Sunday, February 13, 2005

The Force That Through...

In keeping with the theme of tragedy, a dark piece...


The Froce That Through The Green Fuse Drives The Flower
Dylan Thomas

The force that through the green fuse drives the flower
Drives my green age; that blasts the roots of trees
Is my destroyer.
And I am dumb to tell the crooked rose
My youth is bent by the same wintry fever.

The force that drives the water through the rocks
Drives my red blood; that dries the mouthing streams
Turns mine to wax.
And I am dumb to mouth unto my veins
How at the mountain spring the same mouth sucks.

The hand that whirls the water in the pool
Stirs the quicksand; that ropes the blowing wind
Hauls my shroud sail.
And I am dumb to tell the hanging man
How of my clay is made the hangman's lime.

The lips of time leech to the fountain head;
Love drips and gathers, but the fallen blood
Shall calm her sores.
And I am dumb to tell a weather's wind
How time has ticked a heaven round the stars.

And I am dumb to tell the lover's tomb
How at my sheet goes the same crooked worm.

Dylan's poem is complex in its simplicity.

This poem describes the cycle of life and death, while acknowledging that destruction is a key part of the same process, both for man and for nature. Each stanza presents the flow of time moving towards its conclusion.

This poem is saturated with imagery and metaphor. Imagery is evident in the first stanza with descriptions of death in relation to “wintry fever”. The green “fuse” is the stem which is the life-blood of the flower, connecting it like a baby to its mother through its umbilical cord.

Violent words such as “force” to describe something as beautiful as the growth and maturation of a flower is unlikely, and this poem is dark in that these violent images are often used to take the focus off of the beauty and progression of life, and rather remind us that death is inevitable for the weathered flower.

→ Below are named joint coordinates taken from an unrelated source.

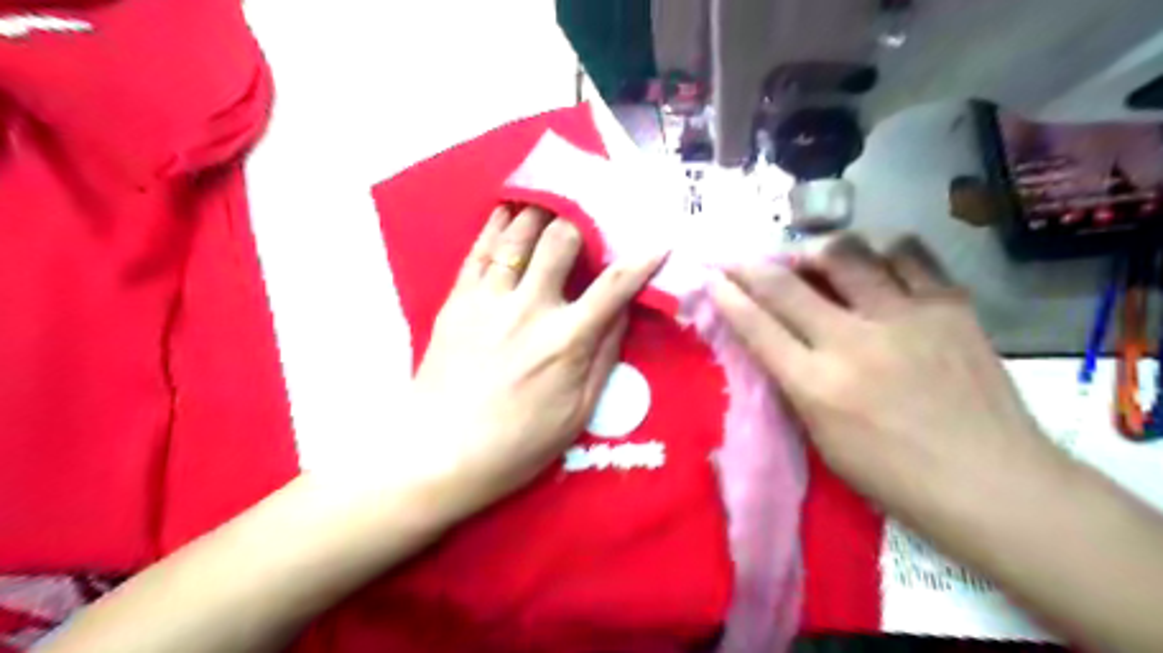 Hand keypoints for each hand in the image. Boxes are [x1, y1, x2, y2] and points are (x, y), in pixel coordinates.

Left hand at [407, 207, 661, 511]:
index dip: (642, 261)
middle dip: (582, 221)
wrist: (439, 453)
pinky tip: (507, 211)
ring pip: (518, 235)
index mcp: (566, 340)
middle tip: (590, 218)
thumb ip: (603, 356)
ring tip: (552, 201)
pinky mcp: (457, 300)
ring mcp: (489, 299)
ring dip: (540, 212)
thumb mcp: (578, 412)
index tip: (658, 243)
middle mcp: (529, 308)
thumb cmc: (517, 443)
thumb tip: (622, 311)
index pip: (614, 286)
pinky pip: (480, 251)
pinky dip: (496, 225)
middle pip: (561, 241)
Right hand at [708, 237, 1061, 516]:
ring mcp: (905, 317)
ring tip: (811, 259)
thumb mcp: (822, 440)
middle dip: (751, 265)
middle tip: (738, 257)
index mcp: (818, 386)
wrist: (993, 482)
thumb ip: (794, 385)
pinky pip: (907, 254)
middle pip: (787, 284)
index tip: (711, 276)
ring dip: (815, 250)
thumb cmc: (895, 476)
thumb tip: (774, 341)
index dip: (727, 296)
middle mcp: (854, 342)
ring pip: (846, 254)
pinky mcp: (949, 305)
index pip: (757, 326)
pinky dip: (880, 251)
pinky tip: (873, 262) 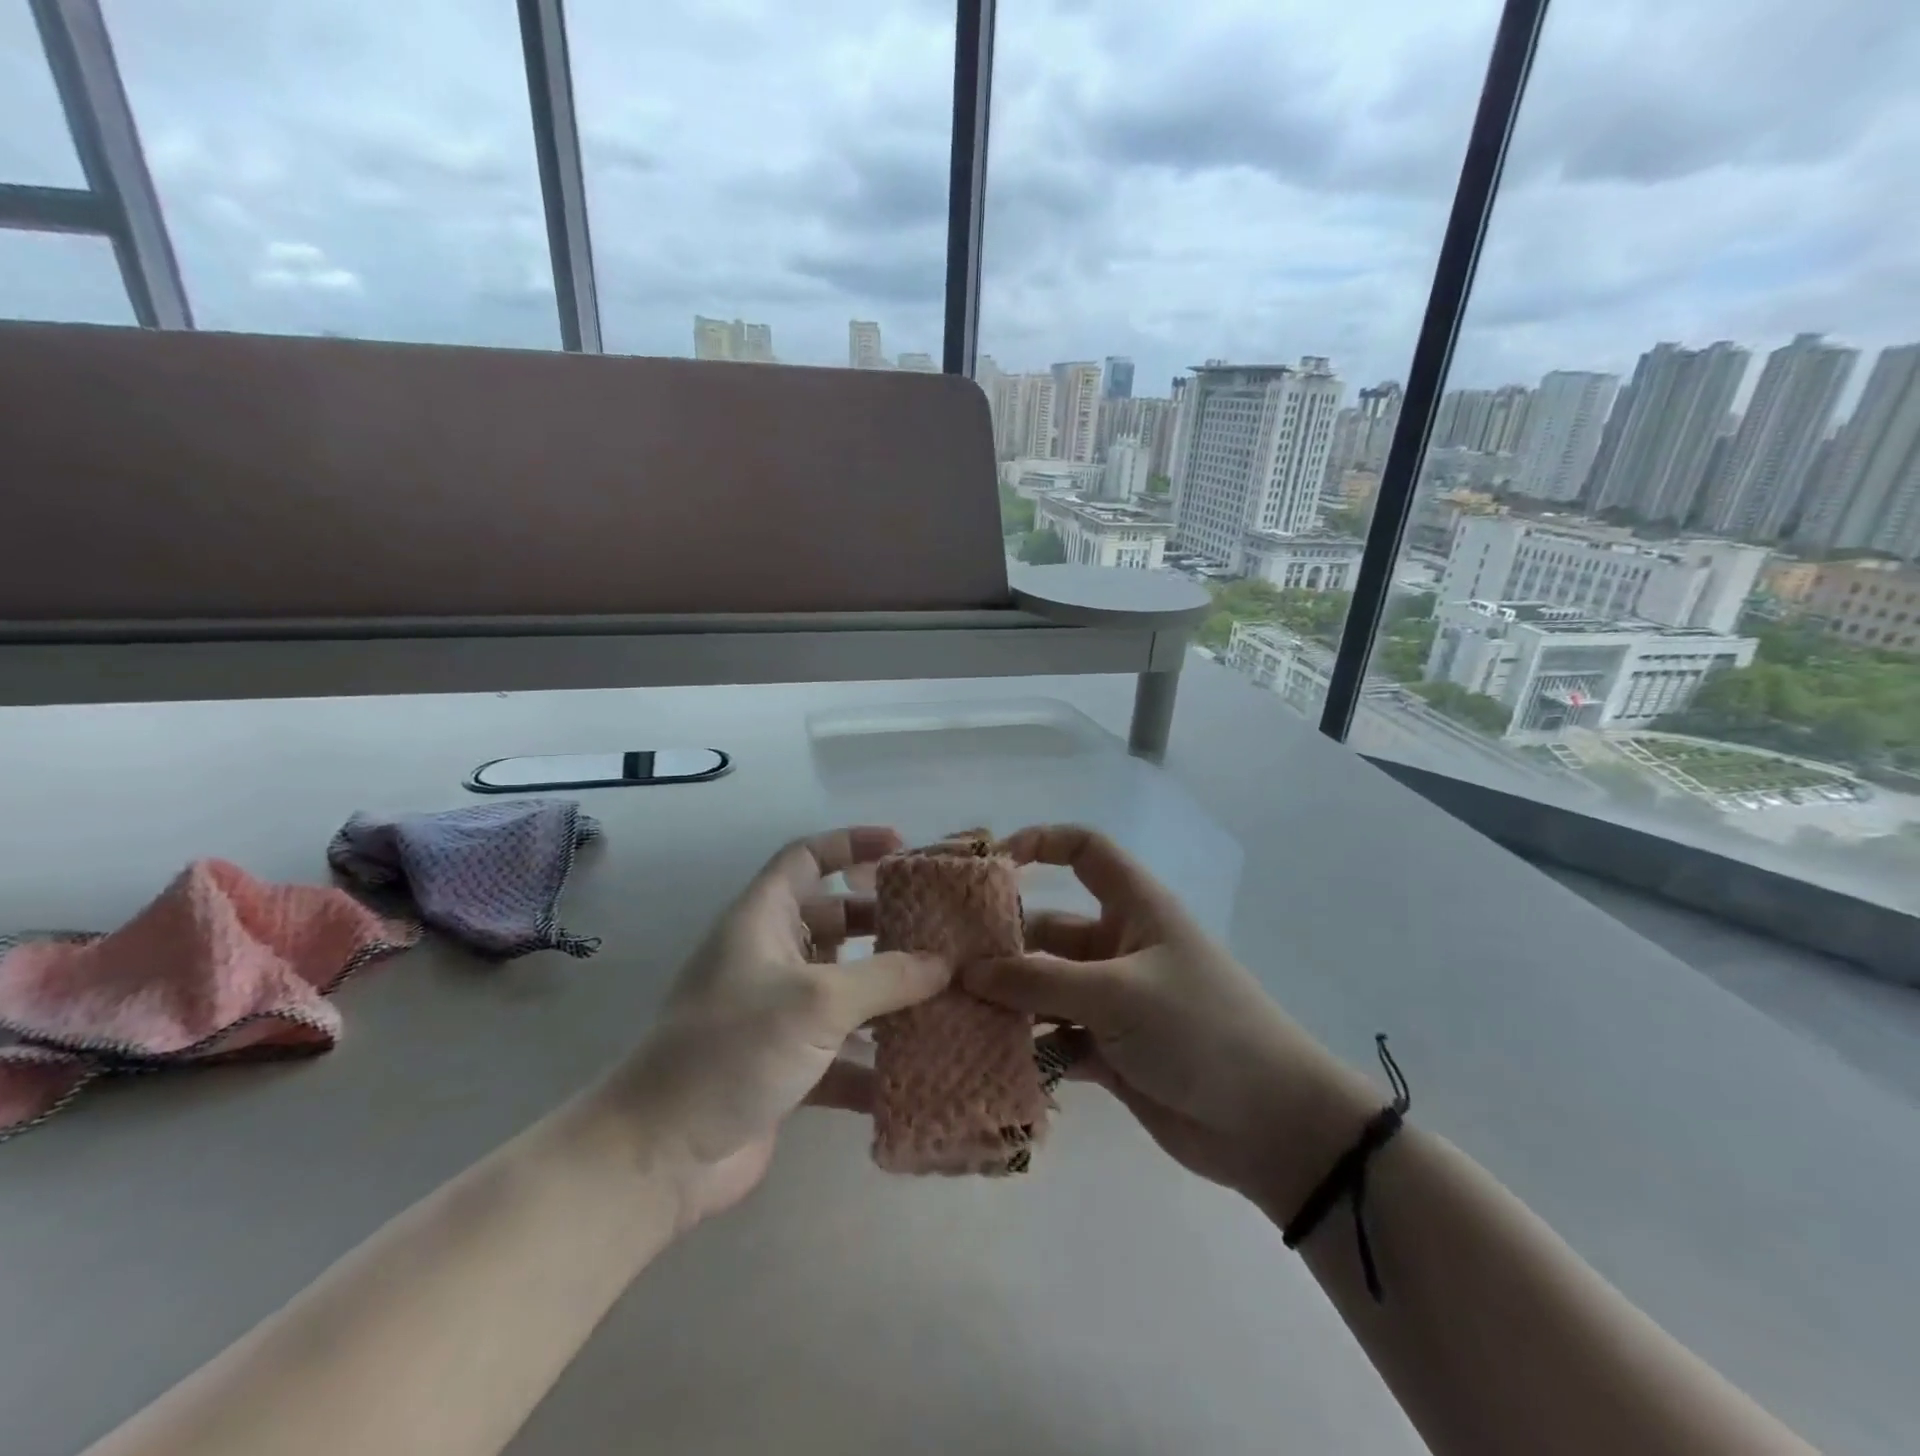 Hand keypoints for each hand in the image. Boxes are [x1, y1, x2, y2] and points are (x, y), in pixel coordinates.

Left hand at [608, 826, 948, 1229]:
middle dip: (883, 922)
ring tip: (945, 993)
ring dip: (887, 992)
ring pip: (843, 987)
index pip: (806, 857)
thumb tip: (944, 962)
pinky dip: (874, 1057)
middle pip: (834, 920)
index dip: (851, 843)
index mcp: (762, 919)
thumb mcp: (816, 1001)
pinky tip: (921, 1069)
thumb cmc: (732, 1049)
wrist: (660, 1156)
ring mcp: (778, 1013)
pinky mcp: (788, 1066)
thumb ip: (886, 978)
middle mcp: (770, 957)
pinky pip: (842, 1049)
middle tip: (938, 929)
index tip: (902, 847)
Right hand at [963, 825, 1377, 1219]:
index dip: (1040, 843)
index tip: (989, 864)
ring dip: (1008, 1002)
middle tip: (946, 966)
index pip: (1085, 851)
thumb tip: (968, 971)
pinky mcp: (1109, 1051)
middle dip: (1003, 945)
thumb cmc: (1199, 1030)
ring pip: (1045, 989)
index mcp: (1134, 908)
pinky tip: (987, 1060)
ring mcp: (1113, 1001)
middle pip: (1049, 929)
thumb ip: (1039, 981)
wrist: (1271, 1126)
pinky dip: (1028, 1048)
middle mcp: (1119, 946)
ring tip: (954, 1016)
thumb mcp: (1117, 994)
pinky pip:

This poem compares the human existence to that of nature represented as a flower. It reminds us that we are all ‘one with the earth’, we all experience similar stages towards death, we all experience the process of aging, and that we will all eventually meet the same fate.

2 comments:

Valerie said...

Crystal,
I've never read anything by Dylan but I think I might now. Are his poems available in the Norton?

I enjoyed this poem because of its simplicity as well. Although some of the images take time to sink in, they essentially do cover a process of life to death.

The overall sense of what the poem is about came to me as "an energy". When I say this, I mean that there was a force, as the title suggests, that is beyond our control. I saw this force as an energy which makes us grow, moves us forward, and eventually introduces us to our deaths. Call it life, if you will, or some deity which we could say this "energy" comes from, but the overall impression was a progression that this energy gives.

Very interesting actually, and slightly morbid. However, its darkness reveals a truth that Dylan clearly understood as being forceful in its nature.